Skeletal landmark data
★ ★ ★
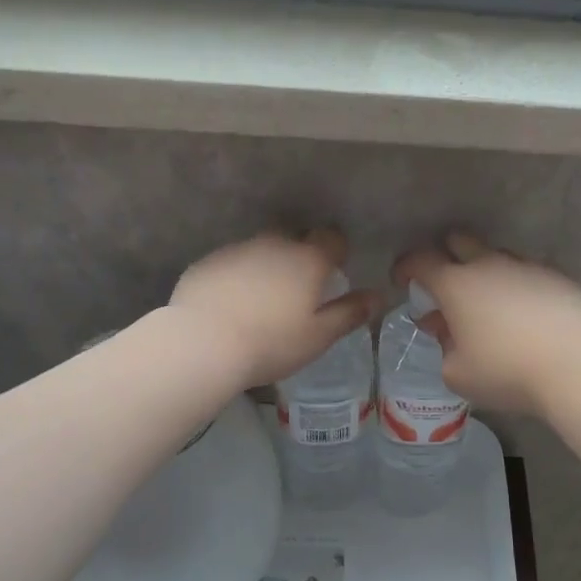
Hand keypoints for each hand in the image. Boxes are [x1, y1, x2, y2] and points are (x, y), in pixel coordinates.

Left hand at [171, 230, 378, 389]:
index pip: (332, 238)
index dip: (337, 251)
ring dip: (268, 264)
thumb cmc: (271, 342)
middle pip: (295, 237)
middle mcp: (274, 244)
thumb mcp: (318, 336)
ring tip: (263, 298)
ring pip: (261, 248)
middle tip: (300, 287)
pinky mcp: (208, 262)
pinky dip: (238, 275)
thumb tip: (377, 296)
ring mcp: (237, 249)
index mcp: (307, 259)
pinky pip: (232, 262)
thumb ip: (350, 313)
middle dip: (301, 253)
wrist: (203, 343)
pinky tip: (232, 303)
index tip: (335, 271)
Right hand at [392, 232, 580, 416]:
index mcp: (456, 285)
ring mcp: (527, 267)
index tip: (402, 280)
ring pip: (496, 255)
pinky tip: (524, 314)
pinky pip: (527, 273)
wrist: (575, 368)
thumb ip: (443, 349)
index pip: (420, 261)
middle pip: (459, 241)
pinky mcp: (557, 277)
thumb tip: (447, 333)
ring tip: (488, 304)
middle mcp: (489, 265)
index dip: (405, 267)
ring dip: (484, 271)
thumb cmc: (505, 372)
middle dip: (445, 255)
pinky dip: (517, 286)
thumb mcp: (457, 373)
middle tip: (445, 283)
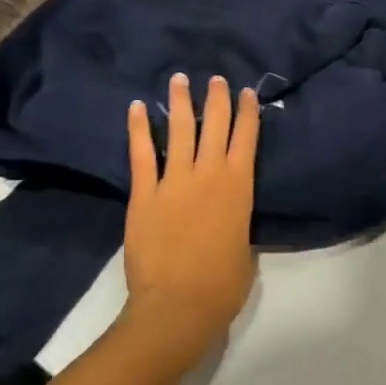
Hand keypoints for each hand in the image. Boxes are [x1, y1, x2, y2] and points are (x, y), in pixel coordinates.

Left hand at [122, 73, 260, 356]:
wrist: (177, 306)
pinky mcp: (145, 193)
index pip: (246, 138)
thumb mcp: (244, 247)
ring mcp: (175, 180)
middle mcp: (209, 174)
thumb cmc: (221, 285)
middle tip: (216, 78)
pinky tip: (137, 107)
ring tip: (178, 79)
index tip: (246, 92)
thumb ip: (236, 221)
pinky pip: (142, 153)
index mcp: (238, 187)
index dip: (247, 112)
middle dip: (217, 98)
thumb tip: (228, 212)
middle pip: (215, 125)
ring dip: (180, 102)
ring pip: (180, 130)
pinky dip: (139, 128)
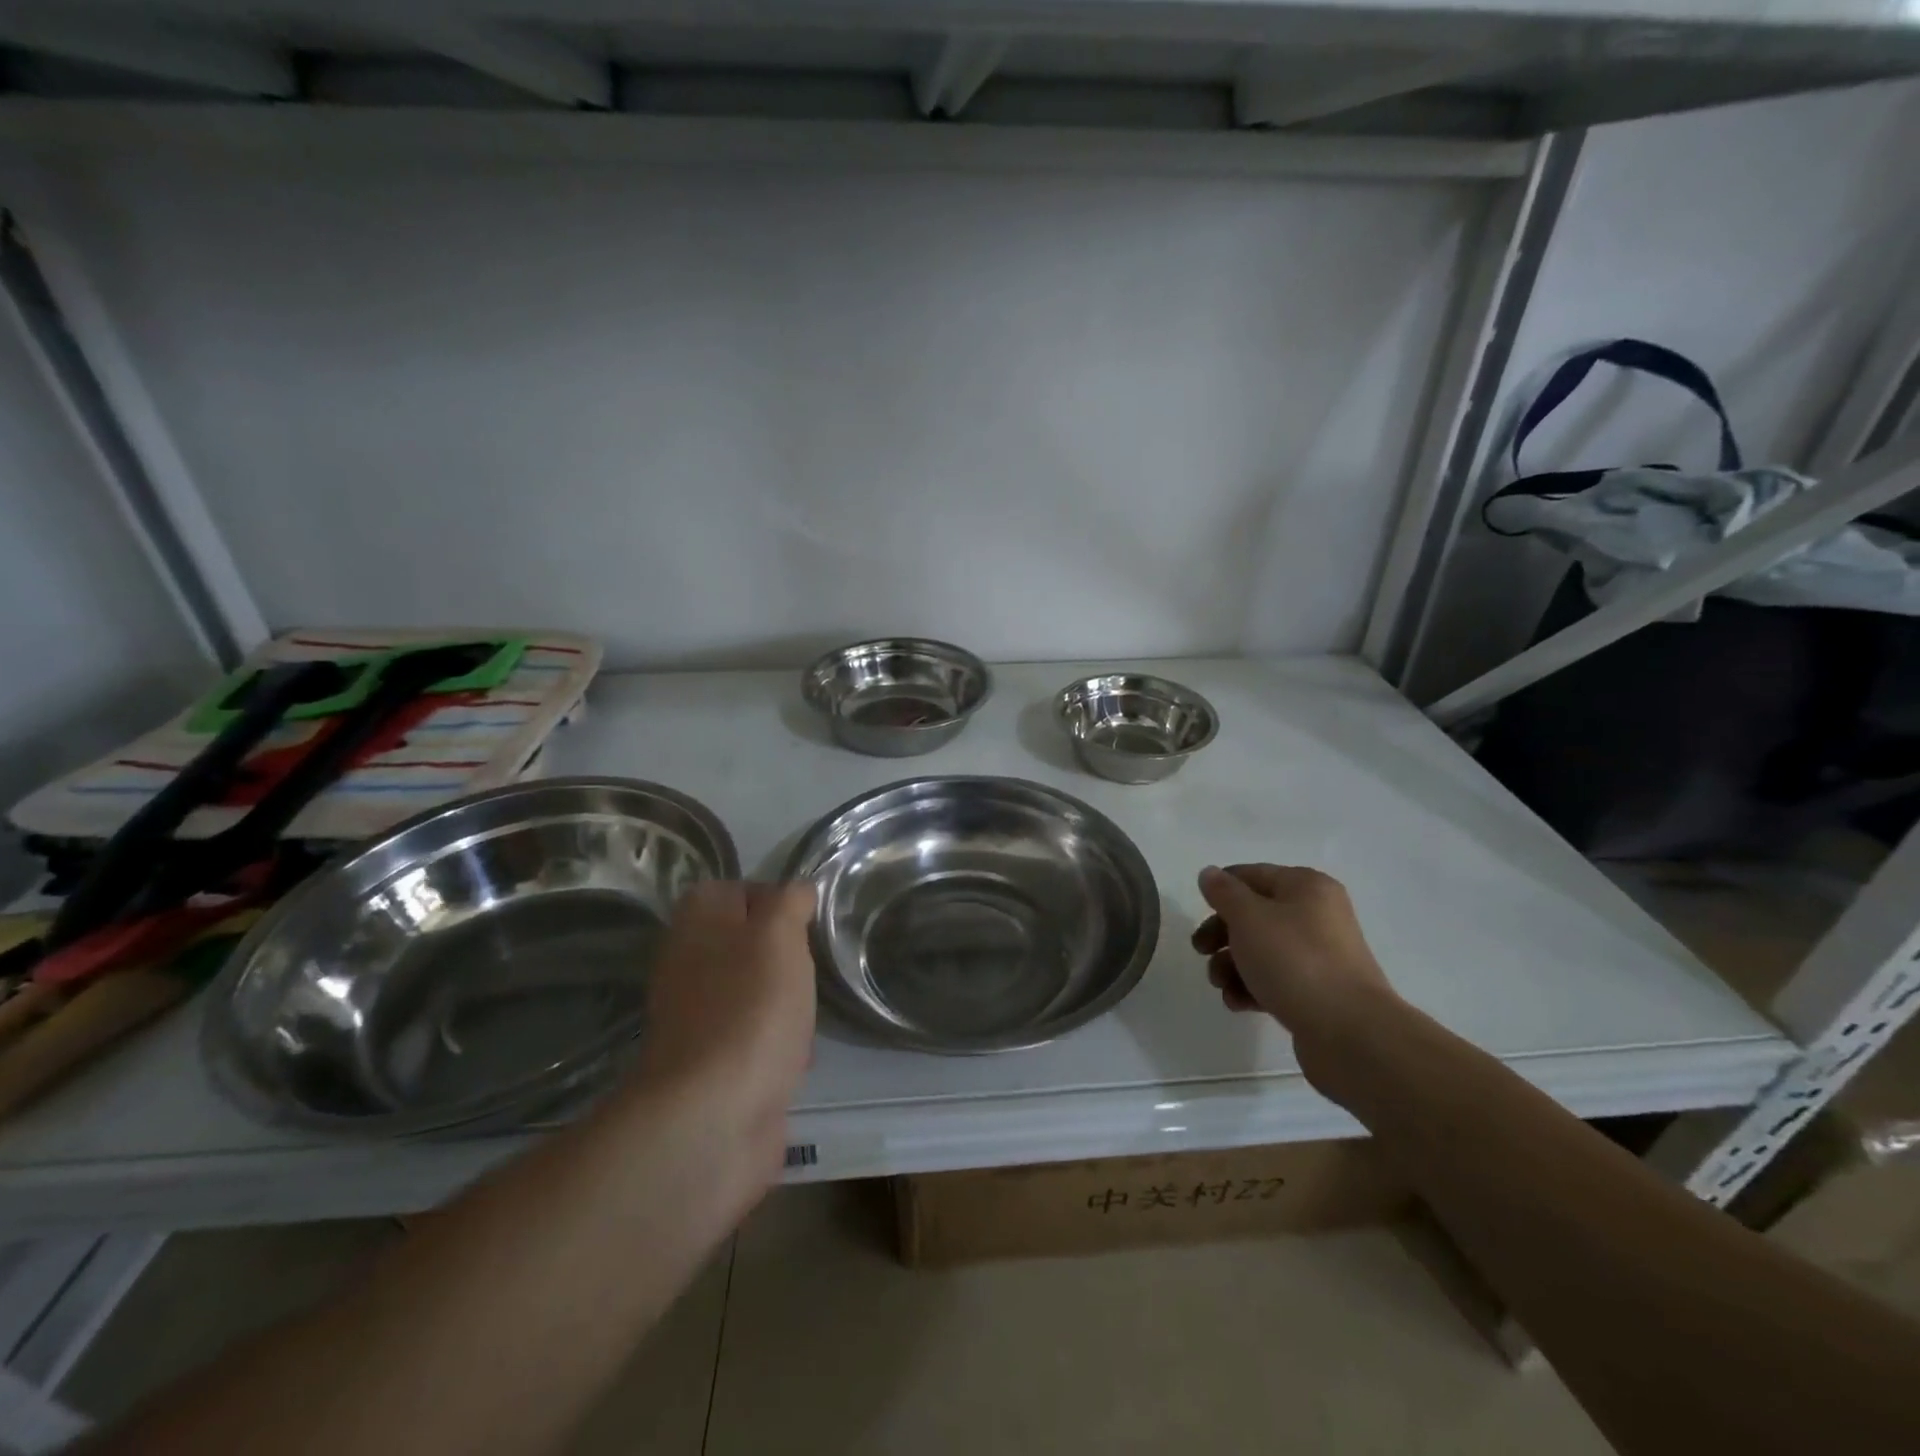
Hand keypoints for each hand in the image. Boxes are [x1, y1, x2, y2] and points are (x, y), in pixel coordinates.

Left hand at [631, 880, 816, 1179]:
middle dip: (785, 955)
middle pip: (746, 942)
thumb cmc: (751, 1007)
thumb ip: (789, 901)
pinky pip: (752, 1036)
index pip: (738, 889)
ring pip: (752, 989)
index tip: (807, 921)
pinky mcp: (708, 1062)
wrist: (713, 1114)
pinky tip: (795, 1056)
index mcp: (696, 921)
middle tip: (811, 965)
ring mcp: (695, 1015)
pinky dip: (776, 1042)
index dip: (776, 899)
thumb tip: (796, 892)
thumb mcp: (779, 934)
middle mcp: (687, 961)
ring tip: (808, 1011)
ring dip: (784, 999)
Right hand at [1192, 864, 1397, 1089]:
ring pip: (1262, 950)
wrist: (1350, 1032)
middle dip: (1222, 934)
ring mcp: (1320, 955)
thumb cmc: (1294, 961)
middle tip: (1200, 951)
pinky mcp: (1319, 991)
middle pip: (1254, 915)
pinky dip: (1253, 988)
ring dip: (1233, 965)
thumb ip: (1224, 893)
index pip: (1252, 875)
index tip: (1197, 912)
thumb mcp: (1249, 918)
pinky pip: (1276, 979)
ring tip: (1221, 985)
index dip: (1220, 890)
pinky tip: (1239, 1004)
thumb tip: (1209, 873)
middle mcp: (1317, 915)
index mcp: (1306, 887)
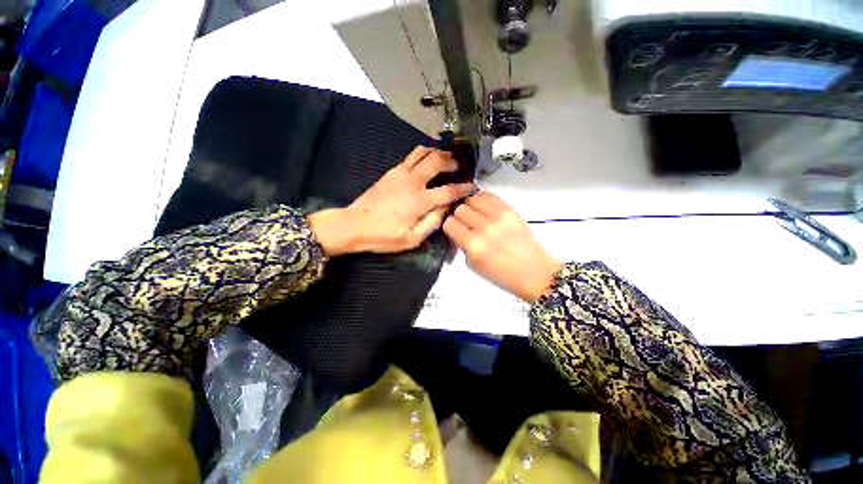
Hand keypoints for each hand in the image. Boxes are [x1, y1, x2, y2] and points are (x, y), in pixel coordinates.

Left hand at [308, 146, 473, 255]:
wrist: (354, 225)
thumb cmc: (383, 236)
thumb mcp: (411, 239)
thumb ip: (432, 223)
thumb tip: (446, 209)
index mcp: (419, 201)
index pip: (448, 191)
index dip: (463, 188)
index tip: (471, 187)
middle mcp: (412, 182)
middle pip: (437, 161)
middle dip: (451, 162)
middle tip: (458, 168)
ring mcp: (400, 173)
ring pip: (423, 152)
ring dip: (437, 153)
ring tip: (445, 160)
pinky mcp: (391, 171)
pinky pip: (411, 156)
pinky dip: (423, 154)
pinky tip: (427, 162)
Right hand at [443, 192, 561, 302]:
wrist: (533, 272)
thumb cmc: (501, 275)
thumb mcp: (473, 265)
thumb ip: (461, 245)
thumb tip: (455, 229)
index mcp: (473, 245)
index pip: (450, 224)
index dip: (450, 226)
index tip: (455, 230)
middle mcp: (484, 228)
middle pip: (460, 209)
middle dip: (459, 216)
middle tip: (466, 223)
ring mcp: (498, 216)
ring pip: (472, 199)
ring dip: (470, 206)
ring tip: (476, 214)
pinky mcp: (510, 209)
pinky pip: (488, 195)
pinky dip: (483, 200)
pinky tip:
★ ★ ★
TASK OBJECTIVE: Retype the records above exactly. Leave the pictures out.

ANSWER:
Hand keypoints for each hand in the image. Boxes are [x1, y1, x2, y2] and points are (x, y), in pixel coordinates.

Left hand at [171, 230, 378, 389]:
index pip: (332, 238)
index dip: (337, 251)
ring dip: (268, 264)
thumb cmc: (271, 342)
middle pip: (295, 237)
middle mcp: (274, 244)
thumb mcp: (318, 336)
ring tip: (263, 298)
ring pip: (261, 248)
middle tip: (300, 287)
pinky mcp: (208, 262)
pinky dip: (238, 275)
thumb tip: (377, 296)
ring mcp: (237, 249)
index mcp: (307, 259)
pinky pip: (232, 262)
thumb ip: (350, 313)
middle dip: (301, 253)
wrist: (203, 343)
pinky tip: (232, 303)
index tip: (335, 271)
Right hand at [392, 232, 580, 416]:
index mcp: (456, 285)
ring mcp: (527, 267)
index tip: (402, 280)
ring pip: (496, 255)
pinky tip: (524, 314)
pinky pip: (527, 273)
wrist: (575, 368)
thumb ip: (443, 349)
index pip: (420, 261)
middle pip: (459, 241)
pinky mcp: (557, 277)
thumb tip: (447, 333)
ring tip: (488, 304)
middle mcp: (489, 265)
index dip: (405, 267)
ring dip: (484, 271)
thumb cmc: (505, 372)
middle dip: (445, 255)
pinky dip: (517, 286)
thumb mcp: (457, 373)
middle tip: (445, 283)
Hand keypoints for each hand in the image. Boxes are [x1, y1, x2, y2] and points are (x, y), in pixel coordinates.

Left hand at [122, 73, 260, 356]:
wrist: (177, 306)
pinky mcp: (145, 193)
index pip: (246, 138)
thumb mcp: (244, 247)
ring mcp: (175, 180)
middle mcp: (209, 174)
thumb cmc: (221, 285)
middle tip: (216, 78)
pinky tip: (137, 107)
ring tip: (178, 79)
index tip: (246, 92)
thumb ip: (236, 221)
pinky pip: (142, 153)
index mcp: (238, 187)
index dip: (247, 112)
middle dip: (217, 98)
thumb tip: (228, 212)
middle pip: (215, 125)
ring dip: (180, 102)
ring pip: (180, 130)
pinky dip: (139, 128)
Hand keypoints for each hand in the image. Boxes are [x1, y1, x2, y2] and points are (x, y), in pixel coordinates.

Left hand at [631, 880, 816, 1179]:
middle dip: (785, 955)
middle pip: (746, 942)
thumb cmc: (751, 1007)
thumb ip: (789, 901)
pinky pip: (752, 1036)
index pip: (738, 889)
ring pip: (752, 989)
index tip: (807, 921)
pinky mcp: (708, 1062)
wrist: (713, 1114)
pinky tip: (795, 1056)
index mcp: (696, 921)
middle tip: (811, 965)
ring mcp: (695, 1015)
pinky dip: (776, 1042)
index dip: (776, 899)
thumb tip: (796, 892)
thumb mcp: (779, 934)
middle mcp: (687, 961)
ring tip: (808, 1011)
ring dip: (784, 999)
Right hand at [1192, 864, 1397, 1089]:
ring pip: (1262, 950)
wrist: (1350, 1032)
middle dip: (1222, 934)
ring mcp: (1320, 955)
thumb cmc: (1294, 961)
middle tip: (1200, 951)
pinky mcp: (1319, 991)
middle pip: (1254, 915)
pinky dip: (1253, 988)
ring dip: (1233, 965)
thumb ip: (1224, 893)
index pip: (1252, 875)
index tip: (1197, 912)
thumb mcp: (1249, 918)
pinky pip: (1276, 979)
ring tip: (1221, 985)
index dip: (1220, 890)
pinky tip: (1239, 1004)
thumb tip: (1209, 873)
middle mcp: (1317, 915)
index mcp: (1306, 887)
Hand keypoints for each hand in the image. Boxes are [x1, y1, x2, y2] and points are (x, y), in pixel coordinates.

Left hand at [308, 146, 473, 255]:
wrist: (354, 225)
thumb cmc: (383, 236)
thumb mcp: (411, 239)
thumb ip: (432, 223)
thumb tip: (446, 209)
index mcp: (419, 201)
index pip: (448, 191)
index dip: (463, 188)
index tip: (471, 187)
middle mcp: (412, 182)
middle pip: (437, 161)
middle dip: (451, 162)
middle tip: (458, 168)
ring mcp: (400, 173)
ring pip: (423, 152)
ring dip: (437, 153)
ring tip: (445, 160)
pinky mcp: (391, 171)
pinky pip: (411, 156)
pinky dip: (423, 154)
pinky tip: (427, 162)
Right hand at [443, 192, 561, 302]:
wrist: (533, 272)
thumb cmc: (501, 275)
thumb mcp: (473, 265)
thumb ip: (461, 245)
thumb tip: (455, 229)
index mcp: (473, 245)
index pip: (450, 224)
index dip: (450, 226)
index tip: (455, 230)
middle mcp: (484, 228)
middle pip: (460, 209)
middle dip: (459, 216)
middle tip: (466, 223)
ring mcp: (498, 216)
ring pip: (472, 199)
ring dip: (470, 206)
ring tip: (476, 214)
pinky mcp: (510, 209)
pinky pip: (488, 195)
pinky dip: (483, 200)
pinky tip:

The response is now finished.